Running the Center for The Political Future
As the Director of the USC Center for the Political Future, the country’s division has provided problems, but it has also added purpose.
“It’s certainly challenging because of the polarization, but it’s also the need for what we’re trying to do, which is to get people, even if they differ, to respect each other and respect the truth,” Shrum said.
Around the country, many colleges have experienced large student protests when controversial speakers are brought on campus. Shrum is undeterred, though, dedicated to bringing people with diverse political opinions to the Center, from then Democratic presidential candidate Pete Buttigieg to Joel Pollack from Breitbart News. At USC, Shrum has not received similar backlash.
Kambiz Akhavan, the executive director of the Center for the Political Future, elaborated on Shrum’s commitment to highlight different political opinions, including the decision to bring Republican strategist Mike Murphy on as a co-director of the Center.
“The fact that he did that, brought in Mike Murphy to be a co-director, to share the top leadership position, for someone who is his adversary, who’s a Republican, with whom he disagrees on many issues, says a lot about [Shrum]’s intentions,” Akhavan said.
However, in today’s fraught political environment, when politics can infringe on truth, bringing in speakers from all different backgrounds can become complicated.
Shrum said that the Center has two standards for speakers: respecting truth and respecting each other. The line, though, can be unclear.
“It’s hard to come up with a single standard, but you know it when you see it, and you just have to use your judgment,” Shrum said.
As the political landscape has shifted, so have the perspectives of the students he teaches, Shrum said.
“Students are much more deeply engaged with politics than they were in 2005 or 2006. That’s partly a reaction to Trump. It’s partly a reaction to the crises we’ve been through,” Shrum said. “Students worry a lot about what their world is going to be like when they get out, what their job prospects are going to be like, what kind of country we’re going to have.”
Shrum’s former student Jorgel Chavez, a senior majoring in political science and graduate student studying public administration, ran for office last November and was elected city councillor of Bell Gardens.

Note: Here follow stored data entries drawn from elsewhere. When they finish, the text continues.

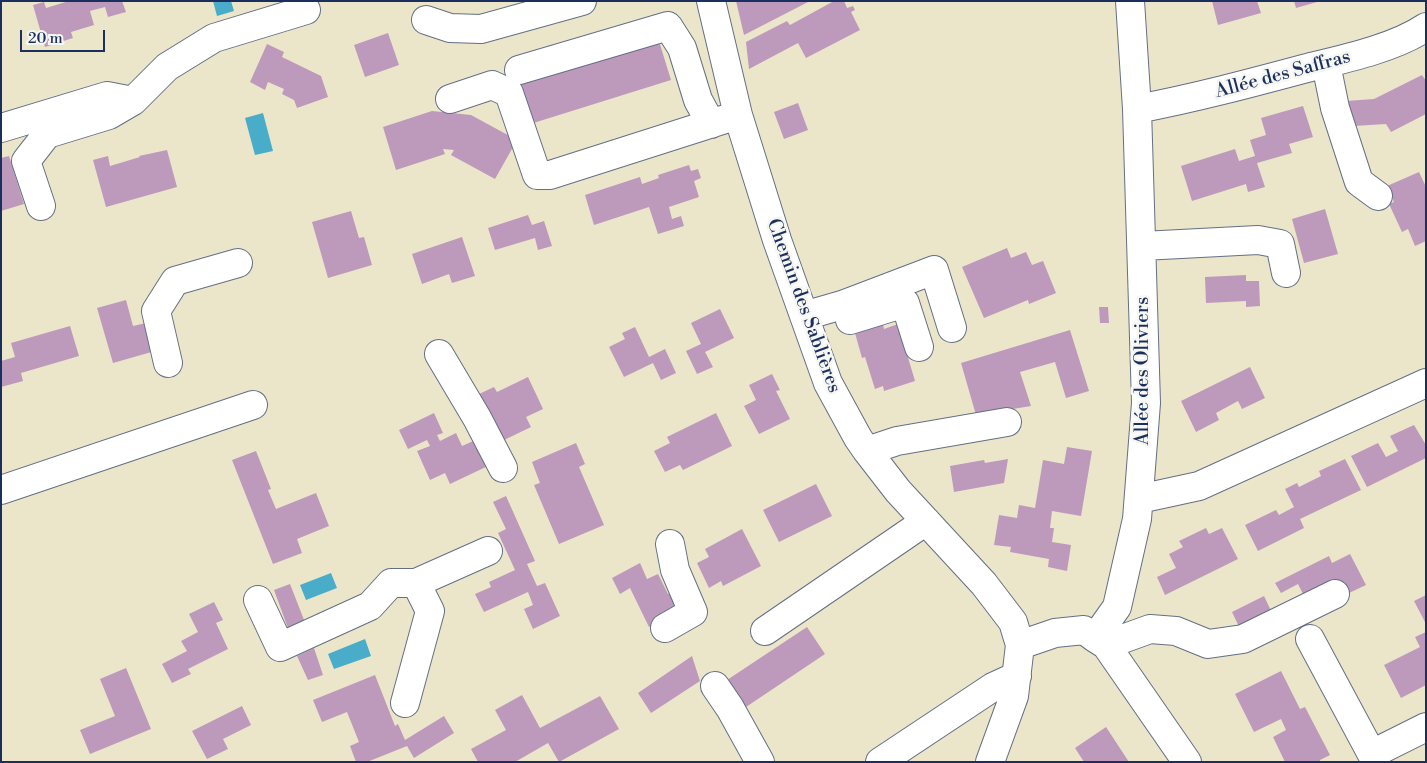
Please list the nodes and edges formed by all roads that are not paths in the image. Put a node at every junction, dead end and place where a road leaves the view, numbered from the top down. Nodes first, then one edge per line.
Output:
1 (582, 1) edge
2 (710, 1) edge
3 (1130, 1) edge
4 (306, 10) dead end
5 (426, 20) dead end
6 (1426, 27) edge
7 (1326, 64) junction
8 (519, 70) dead end
9 (450, 99) dead end
10 (133, 102) junction
11 (1137, 109) junction
12 (738, 115) junction
13 (712, 124) junction
14 (1, 128) edge
15 (1378, 196) dead end
16 (41, 206) dead end
17 (1142, 246) junction
18 (238, 262) dead end
19 (1286, 273) dead end
20 (807, 324) junction
21 (952, 328) dead end
22 (918, 347) dead end
23 (439, 354) dead end
24 (168, 363) dead end
25 (1425, 387) edge
26 (253, 405) dead end
27 (1007, 422) dead end
28 (867, 451) junction
29 (503, 468) dead end
30 (1, 490) edge
31 (1139, 499) junction
32 (926, 521) junction
33 (670, 544) dead end
34 (488, 551) dead end
35 (416, 583) junction
36 (1336, 594) dead end
37 (258, 600) dead end
38 (665, 628) dead end
39 (765, 631) dead end
40 (1310, 639) dead end
41 (1100, 642) junction
42 (1020, 645) junction
43 (1017, 676) junction
44 (715, 686) dead end
45 (405, 703) dead end
46 (1426, 727) edge
47 (1374, 758) edge
48 (760, 762) edge
49 (880, 762) edge
50 (990, 762) edge
51 (1186, 762) edge

1 - 5 street
2 - 12 street, Chemin des Sablières
3 - 11 street, Allée des Oliviers
4 - 10 street
6 - 7 street, Allée des Saffras
7 - 11 street, Allée des Saffras
7 - 15 street
8 - 13 street
9 - 13 street
10 - 14 street
10 - 16 street
11 - 17 street, Allée des Oliviers
12 - 13 street
12 - 20 street, Chemin des Sablières
17 - 19 street
17 - 31 street, Allée des Oliviers
18 - 24 street
20 - 21 street
20 - 22 street
20 - 28 street, Chemin des Sablières
23 - 29 street
25 - 31 street
26 - 30 street
27 - 28 street
28 - 32 street, Chemin des Sablières
31 - 41 street, Allée des Oliviers
32 - 39 street
32 - 42 street, Chemin des Sablières
33 - 38 street
34 - 35 street
35 - 37 street
35 - 45 street
36 - 41 street
40 - 47 street
41 - 42 street
41 - 51 street
42 - 43 street, Chemin des Sablières
43 - 49 street
43 - 50 street, Chemin des Sablières
44 - 48 street
46 - 47 street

On the first day of class with Shrum, called “Media and Message: Great Races From The Senate to the White House,” Chavez remembers walking into a standing-room only classroom, with students standing in the back, excited to hear from someone who has experience working with people like the Kennedys.
After taking another class with Shrum, this time a public policy course, Chavez forged a relationship with him. During his campaign for City Council of Bell Gardens, a city with 40,000 people, Chavez would call Shrum to ask for advice about running a grassroots campaign, his campaign’s finances and specific situations within the campaign.

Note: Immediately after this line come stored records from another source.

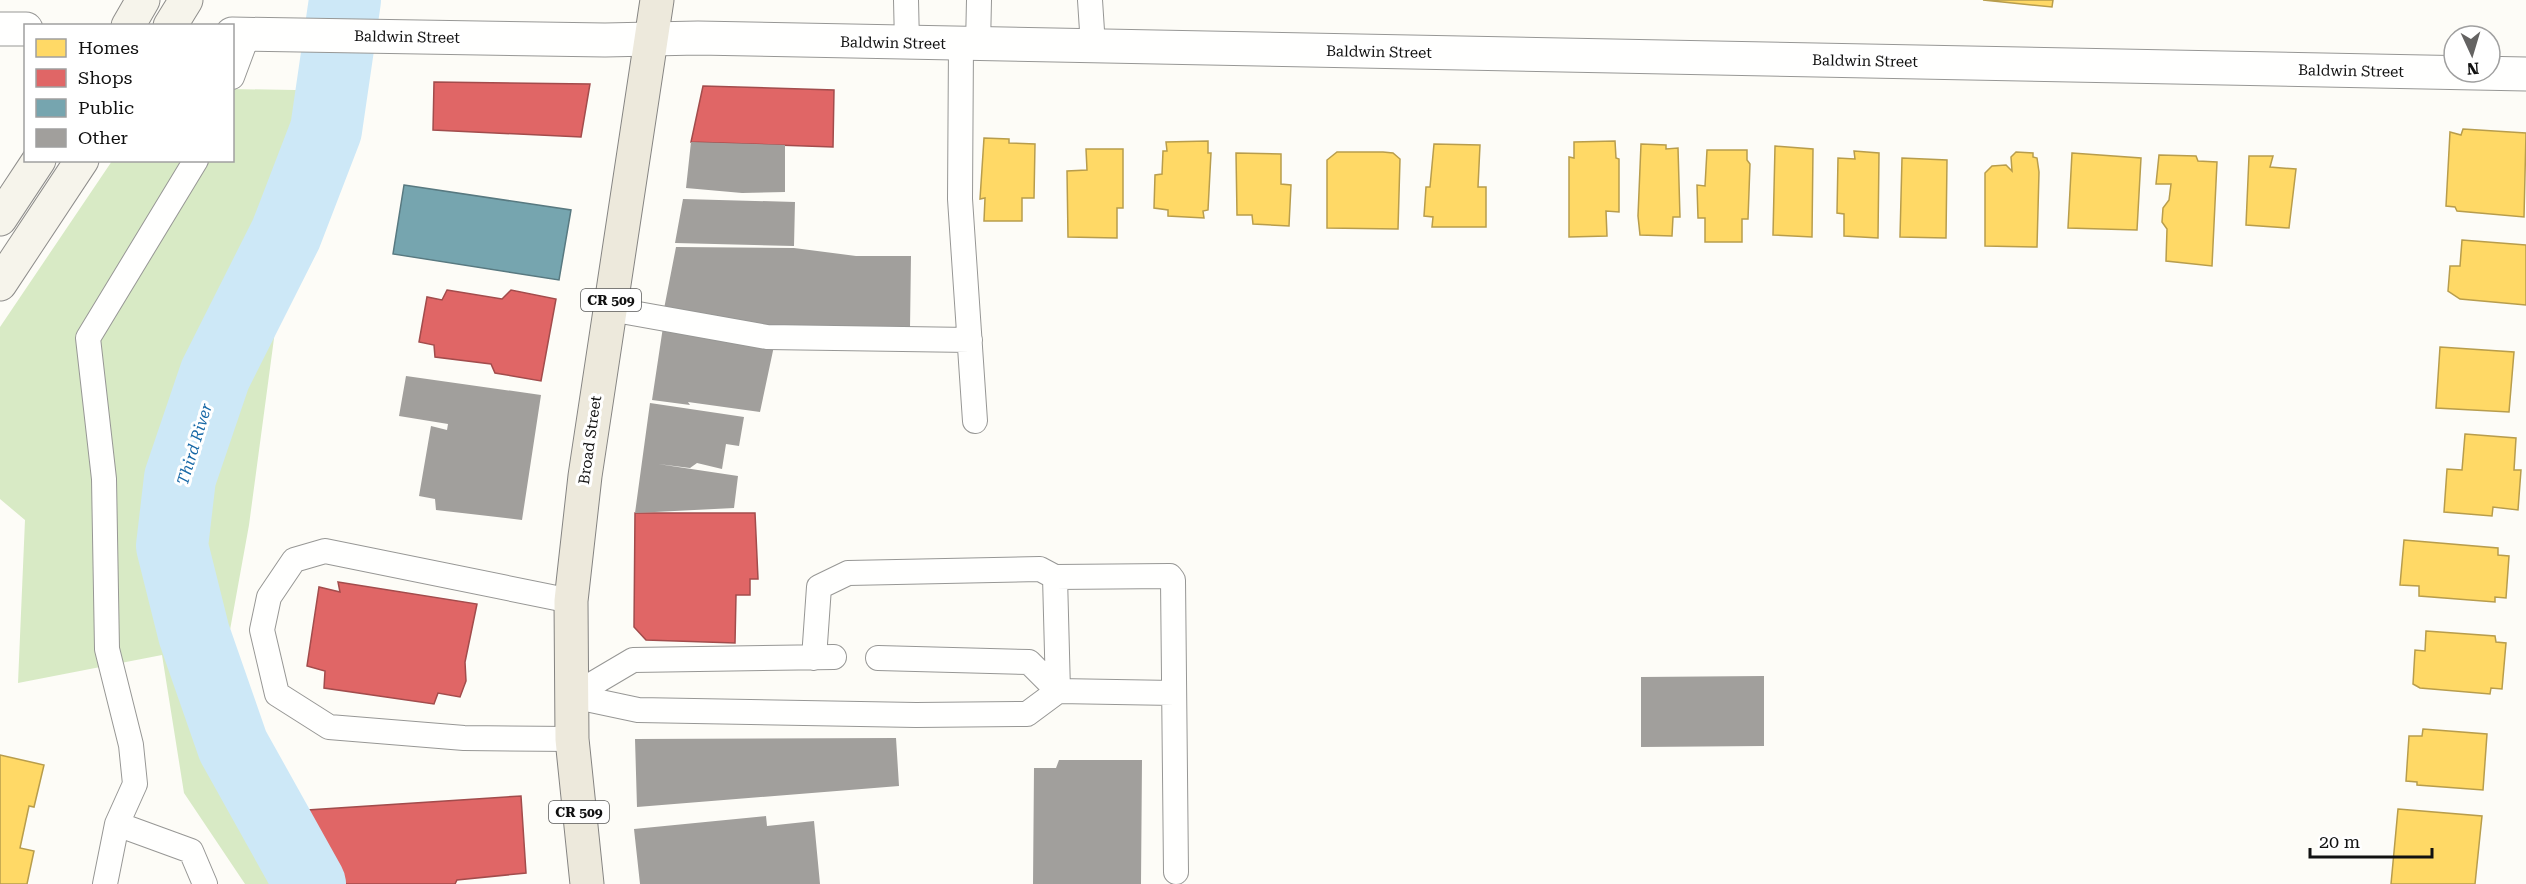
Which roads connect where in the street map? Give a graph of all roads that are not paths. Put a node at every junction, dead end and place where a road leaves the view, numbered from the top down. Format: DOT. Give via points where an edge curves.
graph roads {
  1 [pos="143,0"];
  2 [pos="186,0"];
  3 [pos="657,0"];
  4 [pos="906,0"];
  5 [pos="980,0"];
  6 [pos="1090,0"];
  7 [pos="129,24"];
  8 [pos="171,24"];
  9 [pos="0,29"];
  10 [pos="24,29"];
  11 [pos="240,34"];
  12 [pos="651,39"];
  13 [pos="906,43"];
  14 [pos="970,45"];
  15 [pos="1093,46"];
  16 [pos="234,66"];
  17 [pos="2526,74"];
  18 [pos="38,162"];
  19 [pos="81,162"];
  20 [pos="195,162"];
  21 [pos="0,219"];
  22 [pos="0,284"];
  23 [pos="610,309"];
  24 [pos="970,340"];
  25 [pos="975,421"];
  26 [pos="1055,577"];
  27 [pos="571,601"];
  28 [pos="878,658"];
  29 [pos="1058,691"];
  30 [pos="1174,693"];
  31 [pos="572,696"];
  32 [pos="572,739"];
  33 [pos="117,824"];
  34 [pos="1176,872"];
  35 [pos="105,884"];
  36 [pos="205,884"];
  37 [pos="587,884"];
  1 -- 7 [label="main road"];
  2 -- 8 [label="main road"];
  3 -- 12 [label="main road, Broad Street / CR 509"];
  4 -- 13 [label="lane"];
  5 -- 14 [label="lane"];
  6 -- 15 [label="lane"];
  9 -- 10 [label="street"];
  11 -- 12 [label="street, Baldwin Street"];
  11 -- 16 [label="lane"];
  12 -- 13 [label="street, Baldwin Street"];
  12 -- 23 [label="main road, Broad Street / CR 509"];
  13 -- 14 [label="street, Baldwin Street"];
  14 -- 15 [label="street, Baldwin Street"];
  14 -- 24 [label="lane" via="960,199"];
  15 -- 17 [label="street, Baldwin Street"];
  18 -- 21 [label="main road"];
  19 -- 22 [label="main road"];
  20 -- 33 [label="lane" via="88,338 104,479 107,649 132,745 135,784"];
  23 -- 24 [label="lane" via="767,338"];
  23 -- 27 [label="main road, Broad Street / CR 509"];
  24 -- 25 [label="lane"];
  26 -- 29 [label="lane"];
  26 -- 30 [label="lane" via="1170,576"];
  26 -- 31 [label="lane" via="1040,569 848,573 819,587 824,657 633,660"];
  27 -- 31 [label="main road, Broad Street / CR 509"];
  27 -- 32 [label="lane" via="325,551 294,560 269,597 262,630 277,694 329,727 464,738"];
  28 -- 29 [label="lane" via="1029,662"];
  29 -- 30 [label="lane"];
  29 -- 31 [label="lane" via="1027,714 638,710"];
  30 -- 34 [label="lane"];
  31 -- 32 [label="main road, Broad Street / CR 509"];
  32 -- 37 [label="main road, Broad Street / CR 509"];
  33 -- 35 [label="lane"];
  33 -- 36 [label="lane" via="191,851"];
}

“I was always very calm, knowing that he was able to listen to me … and I’m glad that after the election results came out, I called him, and I thanked him for everything,” Chavez said.
With over 30 years in politics and 15 years in academia behind him, Shrum hopes that, with the Trump presidency behind us, the political landscape can improve.
“If we get out of this health crisis and the economy starts moving ahead, I think the chances for a more reasoned and mutually respectful politics go up,” he said.
The Center for the Political Future, he hopes, can play a small role in that.
“I have no illusion that somehow or other, we’re single handedly going to reshape American public dialogue, but I think we can contribute to that process,” Shrum said.